::: PROVIDED DATA

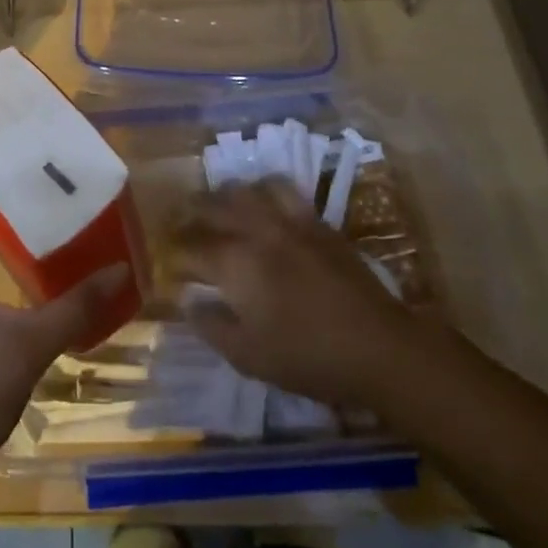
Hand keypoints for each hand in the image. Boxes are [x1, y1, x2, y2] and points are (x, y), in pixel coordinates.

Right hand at [174, 181, 424, 410]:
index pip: (189, 249)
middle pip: (211, 206)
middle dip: (190, 213)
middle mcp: (255, 229)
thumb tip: (187, 300)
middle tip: (181, 223)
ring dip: (224, 195)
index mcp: (234, 263)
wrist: (379, 346)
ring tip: (218, 206)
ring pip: (244, 189)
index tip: (168, 264)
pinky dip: (263, 190)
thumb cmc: (309, 358)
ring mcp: (287, 219)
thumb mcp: (250, 357)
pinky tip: (264, 204)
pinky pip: (281, 190)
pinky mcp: (315, 219)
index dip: (174, 255)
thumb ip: (212, 325)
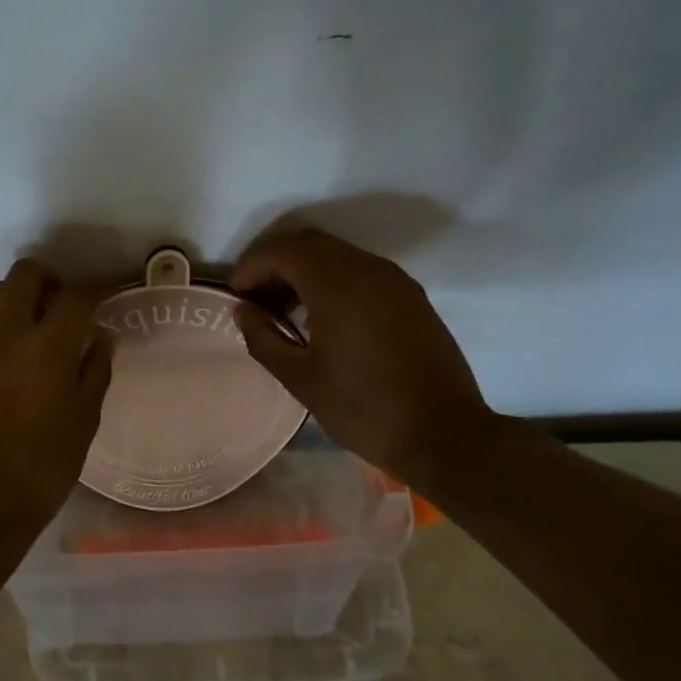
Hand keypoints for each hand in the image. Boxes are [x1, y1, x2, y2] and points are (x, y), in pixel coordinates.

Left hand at [0, 260, 113, 565]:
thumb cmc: (40, 470)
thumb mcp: (84, 422)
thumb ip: (95, 371)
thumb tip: (100, 337)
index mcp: (44, 349)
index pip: (75, 296)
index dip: (98, 288)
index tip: (109, 292)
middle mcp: (3, 335)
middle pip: (24, 275)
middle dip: (51, 280)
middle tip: (66, 306)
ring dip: (19, 298)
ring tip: (36, 328)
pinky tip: (10, 360)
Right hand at [231, 228, 500, 497]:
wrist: (445, 436)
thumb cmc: (364, 409)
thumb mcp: (300, 379)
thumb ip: (263, 338)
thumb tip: (242, 311)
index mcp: (337, 285)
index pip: (283, 251)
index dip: (251, 266)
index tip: (235, 294)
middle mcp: (367, 269)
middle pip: (309, 244)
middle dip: (275, 263)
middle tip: (254, 298)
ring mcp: (394, 280)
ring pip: (336, 254)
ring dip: (303, 270)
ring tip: (284, 310)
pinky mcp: (410, 296)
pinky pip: (360, 270)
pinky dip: (331, 279)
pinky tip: (321, 317)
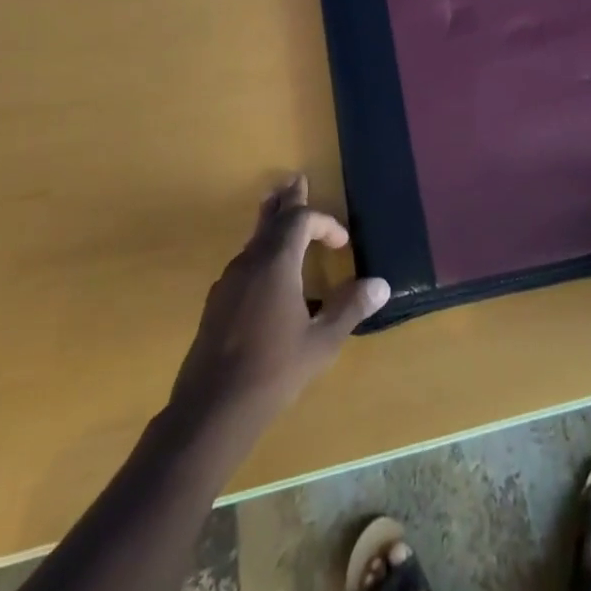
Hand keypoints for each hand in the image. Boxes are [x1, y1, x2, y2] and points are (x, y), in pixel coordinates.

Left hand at [168, 176, 388, 433]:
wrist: (210, 411)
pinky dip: (261, 252)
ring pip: (254, 239)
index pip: (301, 221)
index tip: (342, 243)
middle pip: (271, 219)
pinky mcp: (217, 303)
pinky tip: (266, 273)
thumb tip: (380, 284)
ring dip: (272, 223)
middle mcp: (249, 263)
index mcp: (276, 263)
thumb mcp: (321, 342)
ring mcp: (228, 282)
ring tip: (279, 211)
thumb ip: (349, 308)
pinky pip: (244, 262)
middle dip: (288, 200)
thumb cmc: (273, 371)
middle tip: (297, 179)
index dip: (325, 223)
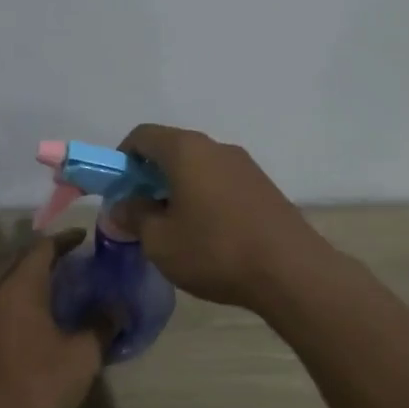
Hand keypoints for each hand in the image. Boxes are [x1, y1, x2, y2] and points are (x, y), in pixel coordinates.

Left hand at [0, 231, 105, 407]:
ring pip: (6, 283)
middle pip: (18, 260)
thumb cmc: (38, 382)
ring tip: (57, 287)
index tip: (85, 237)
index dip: (65, 239)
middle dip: (44, 255)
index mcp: (20, 286)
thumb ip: (102, 325)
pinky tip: (37, 318)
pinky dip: (19, 299)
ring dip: (29, 277)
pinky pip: (0, 304)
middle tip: (72, 259)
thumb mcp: (82, 355)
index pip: (42, 247)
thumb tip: (117, 307)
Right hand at [115, 124, 327, 309]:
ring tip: (173, 229)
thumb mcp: (160, 241)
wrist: (291, 271)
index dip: (121, 159)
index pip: (142, 136)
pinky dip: (203, 198)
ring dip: (177, 189)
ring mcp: (244, 166)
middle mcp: (216, 148)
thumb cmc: (214, 250)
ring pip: (198, 168)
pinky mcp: (263, 187)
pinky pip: (220, 182)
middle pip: (171, 150)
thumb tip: (122, 207)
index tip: (117, 190)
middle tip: (140, 214)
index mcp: (186, 150)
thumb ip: (135, 217)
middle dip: (148, 177)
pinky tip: (206, 234)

::::::

- [DIRECTIONS FOR THIS TASK] Retype only the lines above between the line with "ring mcp: (228, 282)" and the line with "index dip: (325, 223)", counting those two lines as well, and keep every character as it is.

- [RESULT OF THIS EXERCISE]
ring mcp: (228, 282)
ring tip: (279, 211)
thumb ip: (349, 308)
pinky pip: (244, 262)
middle dip: (288, 200)
thumb cmc: (273, 371)
middle tip: (297, 179)
index dip: (325, 223)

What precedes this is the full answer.